I think that's that's a piece of it. That's a piece of why it feels like a weird market. It's we've seen, like, in our conversations with investors, in the space and, you know, potential investors, like, it's definitely there's a huge amount of interest and a huge amount of, growth in the legitimacy of the way that big money is looking at Bitcoin. We get way less pushback, than I think we did, you know, even a year ago on why is this interesting, why is this gonna stick around, why does this have staying power. I think there's increasing consensus that there should be some level of, you know, exposure, But I don't know that people have really hit, like, the absolute kind of FOMO point, in kind of, you know, investor circles yet.
Some piece of that, I think, is because we were talking about this earlier this morning. Like, the the broad market backdrop is not, like, that accommodative right now, right, relative to where it was four years ago, when, you know, in in 2020 and '21, you could pretty much buy anything and, you know, it would go up 10% within a month and, like, 50%, you know, within a year. And everyone's equity portfolios were reduced. Bonds were doing great. Real estate was through the roof. So there was just a lot of money. Yeah. Exactly. Yeah. Like, the Fed balance the Fed's balance sheet is, you know, is going the other way, at least to some degree.

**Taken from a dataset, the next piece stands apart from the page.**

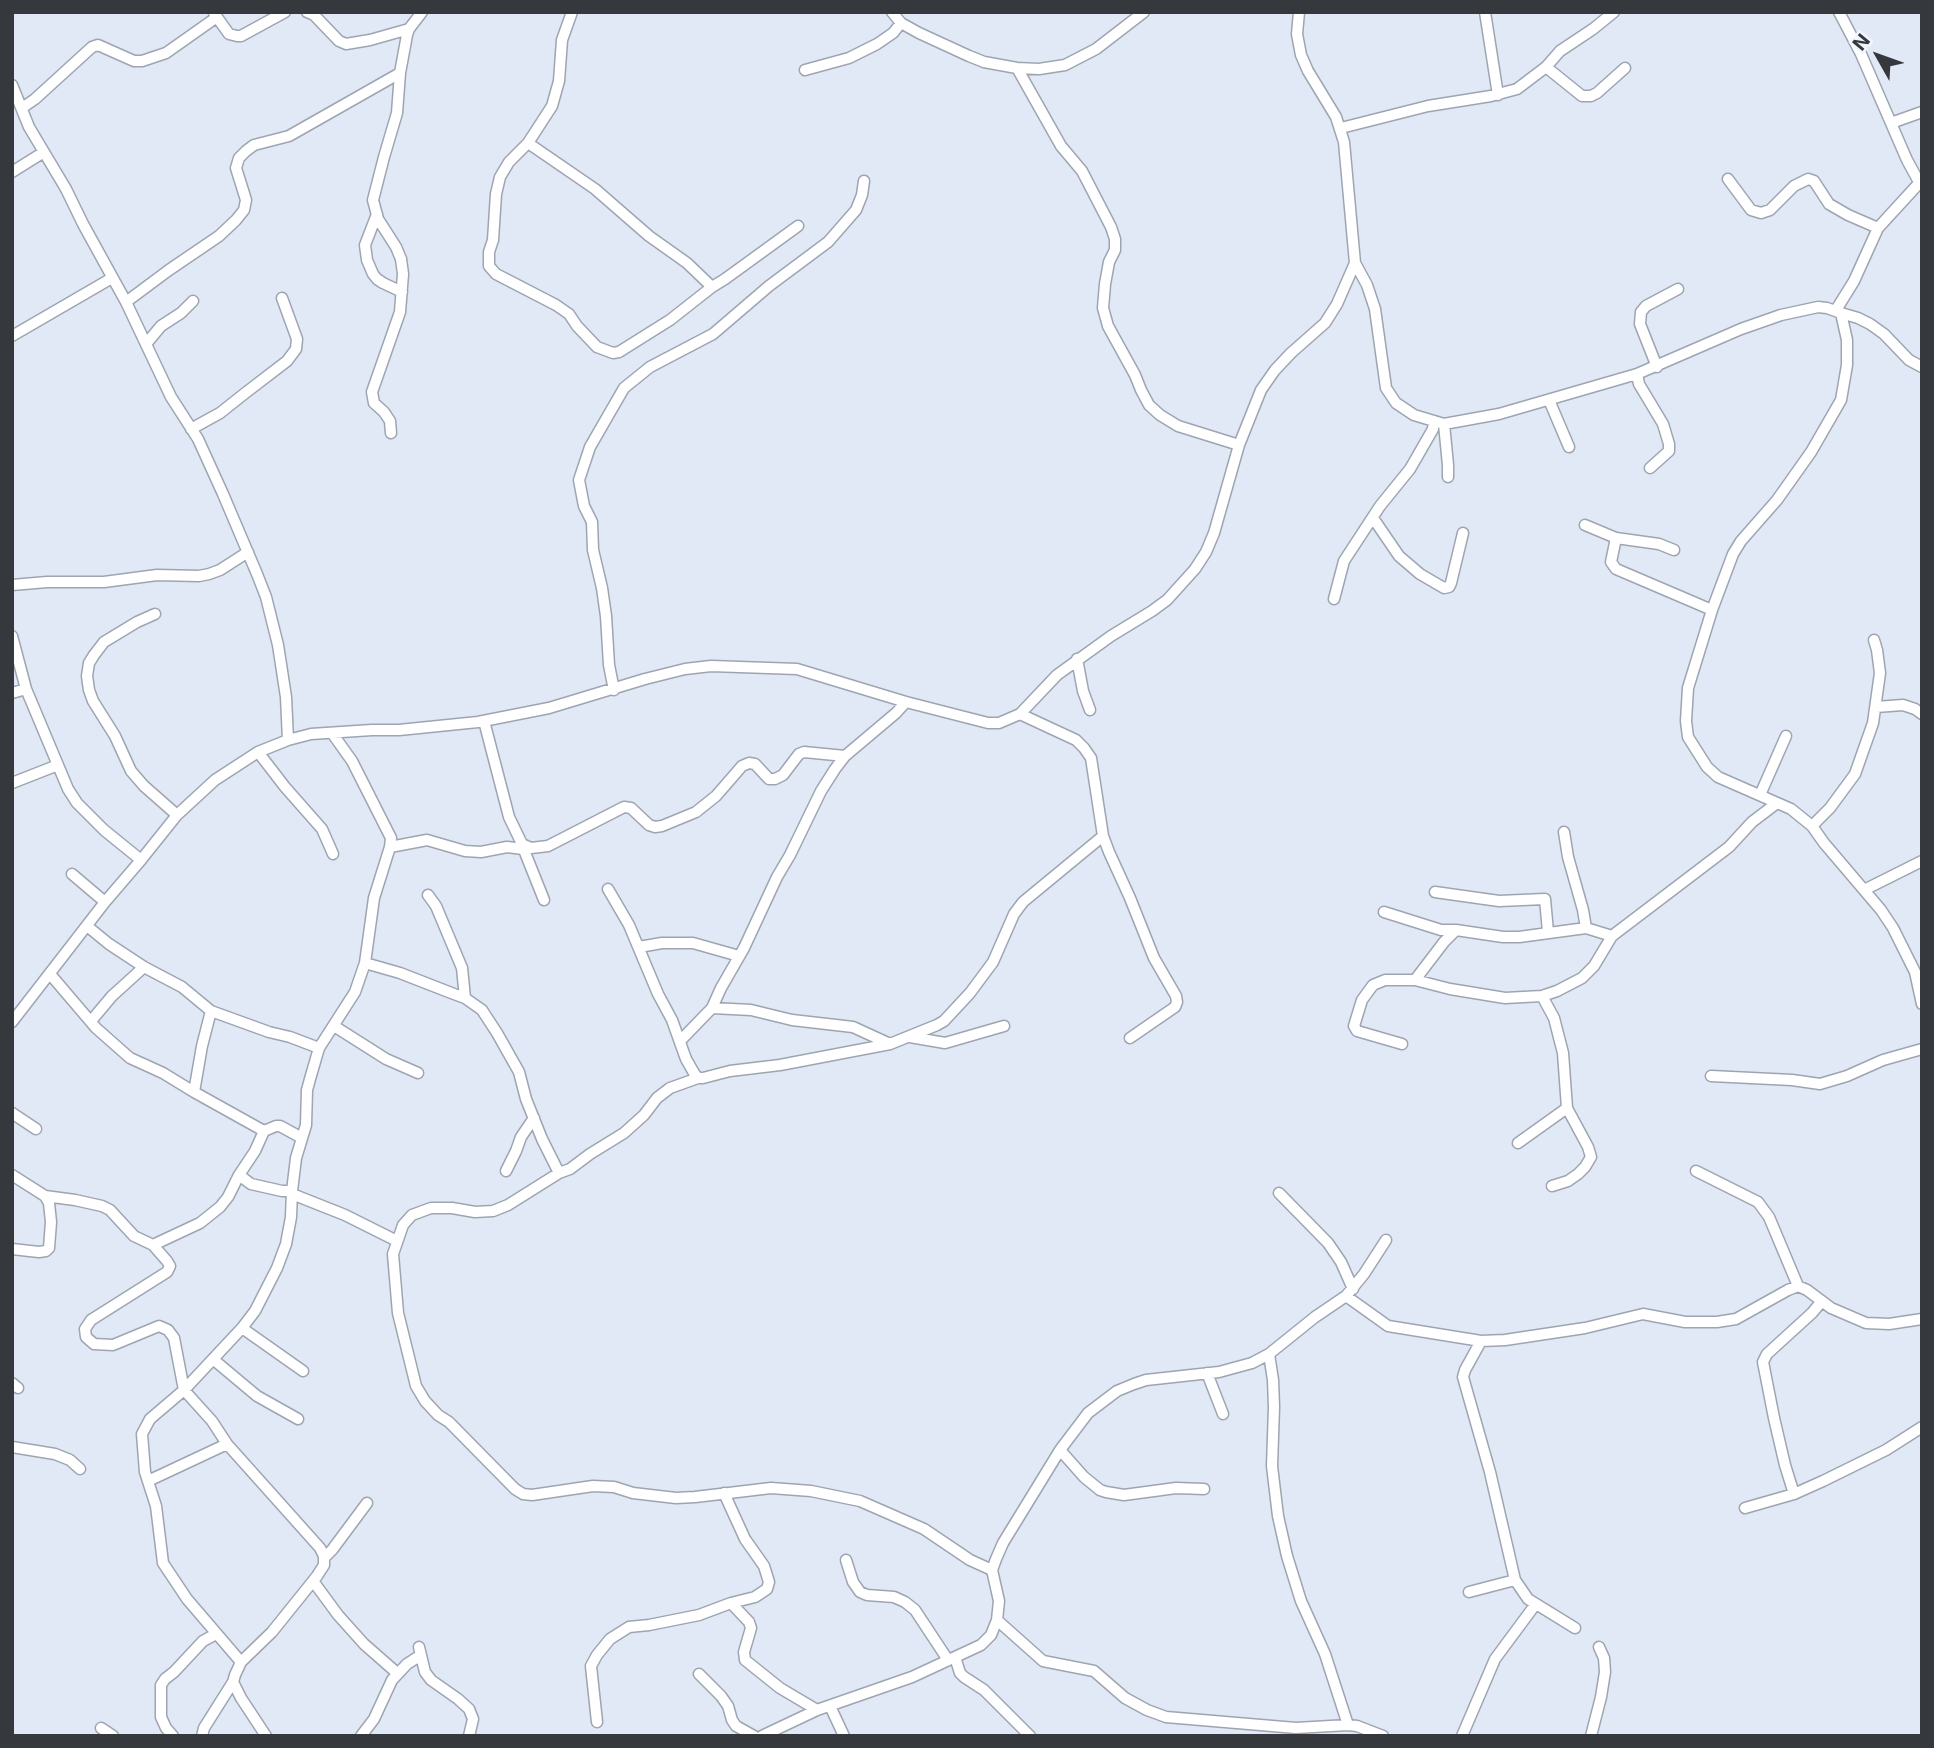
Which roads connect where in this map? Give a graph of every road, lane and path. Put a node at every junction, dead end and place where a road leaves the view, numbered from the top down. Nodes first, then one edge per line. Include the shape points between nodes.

We're still technically in quantitative tightening. We're still technically shrinking, you know, the overall balance sheet, and it's it's very different dynamic. So people are not people are not, like, feeling the benefits of the wealth effect. Right? They're not looking for new places to allocate necessarily even if they're interested in in Bitcoin. And so, there's definitely a, I think there's a huge amount of interest in legitimacy, which is very helpful, and I think this is the best risk adjusted setup that Bitcoin has ever seen. And I think people broadly in our conversations really get that. The question is just when do they start to fully feel the itch in the FOMO?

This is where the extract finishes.